Dian Respati Arifin1,2, Aravind Arepally1, Thomas W. Link2,3, Wesley D. Gilson1,4, Victor A. Ferrari5, Robert L. Wilensky5, Dara L. Kraitchman1, Jeff W.M. Bulte1,2
1Radiology and Radiological Sciences, Johns Hopkins University School of Medicine, Baltimore, MD, USA; 2Cellular Imaging Section, Institute for Cell Engineering, Johns Hopkins University School of Medicine; 3Biomedical Engineering, Johns Hopkins University School of Medicine; 4Siemens Corporate Research, Inc., Baltimore, MD, USA; 5Cardiovascular Division, Hospital of University of Pennsylvania, Philadelphia, PA, USA
Transplantation of pancreatic cells is a promising treatment of type 1 diabetes. Pancreatic cells were immunoprotected inside novel alginate/protamine sulfate/alginate magnetocapsules. Magneto-encapsulated human pancreatic cells transplanted in a streptozotocin-induced diabetic swine were viable and functional for at least 14 days post-transplantation.

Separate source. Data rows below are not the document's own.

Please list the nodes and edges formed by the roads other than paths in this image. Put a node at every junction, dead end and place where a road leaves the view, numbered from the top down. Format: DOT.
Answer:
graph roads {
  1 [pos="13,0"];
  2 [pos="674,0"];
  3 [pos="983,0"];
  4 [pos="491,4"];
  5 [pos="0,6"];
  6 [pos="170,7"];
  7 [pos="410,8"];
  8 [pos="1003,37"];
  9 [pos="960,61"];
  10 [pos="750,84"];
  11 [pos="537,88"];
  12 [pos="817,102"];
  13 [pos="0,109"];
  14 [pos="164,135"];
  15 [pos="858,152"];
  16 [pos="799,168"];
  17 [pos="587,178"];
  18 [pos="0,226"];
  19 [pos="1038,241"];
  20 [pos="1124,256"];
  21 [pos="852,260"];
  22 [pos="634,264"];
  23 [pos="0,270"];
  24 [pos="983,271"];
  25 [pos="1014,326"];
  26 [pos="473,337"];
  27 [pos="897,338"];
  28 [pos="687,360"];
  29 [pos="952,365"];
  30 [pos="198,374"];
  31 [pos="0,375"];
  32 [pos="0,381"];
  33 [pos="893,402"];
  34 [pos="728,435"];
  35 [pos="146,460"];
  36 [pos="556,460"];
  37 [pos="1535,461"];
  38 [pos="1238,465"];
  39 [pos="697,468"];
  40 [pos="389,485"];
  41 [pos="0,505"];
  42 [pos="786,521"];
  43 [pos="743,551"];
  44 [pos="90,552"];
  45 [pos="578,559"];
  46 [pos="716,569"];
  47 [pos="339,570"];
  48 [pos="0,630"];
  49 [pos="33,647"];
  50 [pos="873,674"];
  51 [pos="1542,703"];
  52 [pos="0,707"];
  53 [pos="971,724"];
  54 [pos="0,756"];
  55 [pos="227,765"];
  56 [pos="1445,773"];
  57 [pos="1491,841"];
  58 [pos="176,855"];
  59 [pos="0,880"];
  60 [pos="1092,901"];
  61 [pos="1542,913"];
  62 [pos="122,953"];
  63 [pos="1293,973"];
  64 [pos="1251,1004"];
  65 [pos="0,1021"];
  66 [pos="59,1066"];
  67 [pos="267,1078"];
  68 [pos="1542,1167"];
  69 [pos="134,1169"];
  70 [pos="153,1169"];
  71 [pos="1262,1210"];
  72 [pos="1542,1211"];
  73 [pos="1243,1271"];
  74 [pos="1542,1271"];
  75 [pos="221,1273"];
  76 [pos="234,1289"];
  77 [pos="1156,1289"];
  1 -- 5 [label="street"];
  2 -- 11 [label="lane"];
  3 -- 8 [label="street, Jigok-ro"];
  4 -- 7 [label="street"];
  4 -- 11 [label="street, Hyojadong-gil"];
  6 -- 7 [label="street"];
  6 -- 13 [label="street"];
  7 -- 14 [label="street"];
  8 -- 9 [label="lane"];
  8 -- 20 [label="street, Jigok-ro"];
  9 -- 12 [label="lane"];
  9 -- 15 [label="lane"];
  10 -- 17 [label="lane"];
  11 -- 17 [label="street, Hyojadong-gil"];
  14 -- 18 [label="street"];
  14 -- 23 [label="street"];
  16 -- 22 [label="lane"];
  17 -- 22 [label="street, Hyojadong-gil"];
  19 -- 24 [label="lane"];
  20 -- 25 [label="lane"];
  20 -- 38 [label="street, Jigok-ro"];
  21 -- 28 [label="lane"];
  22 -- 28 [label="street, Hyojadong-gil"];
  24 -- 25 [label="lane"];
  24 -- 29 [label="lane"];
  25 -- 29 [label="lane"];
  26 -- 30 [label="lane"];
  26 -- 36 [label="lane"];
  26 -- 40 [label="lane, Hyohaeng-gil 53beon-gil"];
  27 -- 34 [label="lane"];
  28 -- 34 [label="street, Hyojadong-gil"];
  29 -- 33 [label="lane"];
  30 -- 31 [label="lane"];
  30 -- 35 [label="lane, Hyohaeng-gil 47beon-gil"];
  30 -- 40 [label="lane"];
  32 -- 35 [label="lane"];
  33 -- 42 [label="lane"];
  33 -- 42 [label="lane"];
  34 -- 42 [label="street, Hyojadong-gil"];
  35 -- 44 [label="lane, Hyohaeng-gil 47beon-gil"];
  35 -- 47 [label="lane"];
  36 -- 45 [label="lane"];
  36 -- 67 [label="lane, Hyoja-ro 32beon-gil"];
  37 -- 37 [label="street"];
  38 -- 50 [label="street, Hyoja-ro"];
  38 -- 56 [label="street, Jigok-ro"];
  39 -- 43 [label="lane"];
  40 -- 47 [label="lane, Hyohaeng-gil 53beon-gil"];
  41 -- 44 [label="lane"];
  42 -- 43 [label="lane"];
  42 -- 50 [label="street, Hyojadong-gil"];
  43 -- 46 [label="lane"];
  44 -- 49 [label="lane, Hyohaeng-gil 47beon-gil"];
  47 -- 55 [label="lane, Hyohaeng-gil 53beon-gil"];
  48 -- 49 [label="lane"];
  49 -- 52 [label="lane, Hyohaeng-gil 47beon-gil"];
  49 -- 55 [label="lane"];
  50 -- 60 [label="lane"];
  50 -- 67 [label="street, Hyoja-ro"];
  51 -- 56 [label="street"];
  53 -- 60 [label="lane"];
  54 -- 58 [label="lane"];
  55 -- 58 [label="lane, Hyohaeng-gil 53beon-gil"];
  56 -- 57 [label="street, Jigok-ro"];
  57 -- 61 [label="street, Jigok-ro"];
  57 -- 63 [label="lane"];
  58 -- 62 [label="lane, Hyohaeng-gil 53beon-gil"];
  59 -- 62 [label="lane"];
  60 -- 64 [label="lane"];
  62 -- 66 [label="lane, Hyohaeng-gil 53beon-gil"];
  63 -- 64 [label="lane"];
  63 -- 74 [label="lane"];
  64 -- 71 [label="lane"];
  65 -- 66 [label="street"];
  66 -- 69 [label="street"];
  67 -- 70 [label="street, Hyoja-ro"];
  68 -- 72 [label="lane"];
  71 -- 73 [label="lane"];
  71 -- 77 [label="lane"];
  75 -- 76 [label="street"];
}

The swine was vetsulin-independent and showed healthy blood glucose levels 2 days and one day post-transplantation, respectively. Magnetocapsules were clearly visualized as hypointensities in vivo using a 1.5T clinical MR-scanner. Magneto-encapsulated pancreatic cells show potential for treatment of type 1 diabetes in a large animal model, providing a means to non-invasively monitor cell transplantation in real-time using MR-imaging.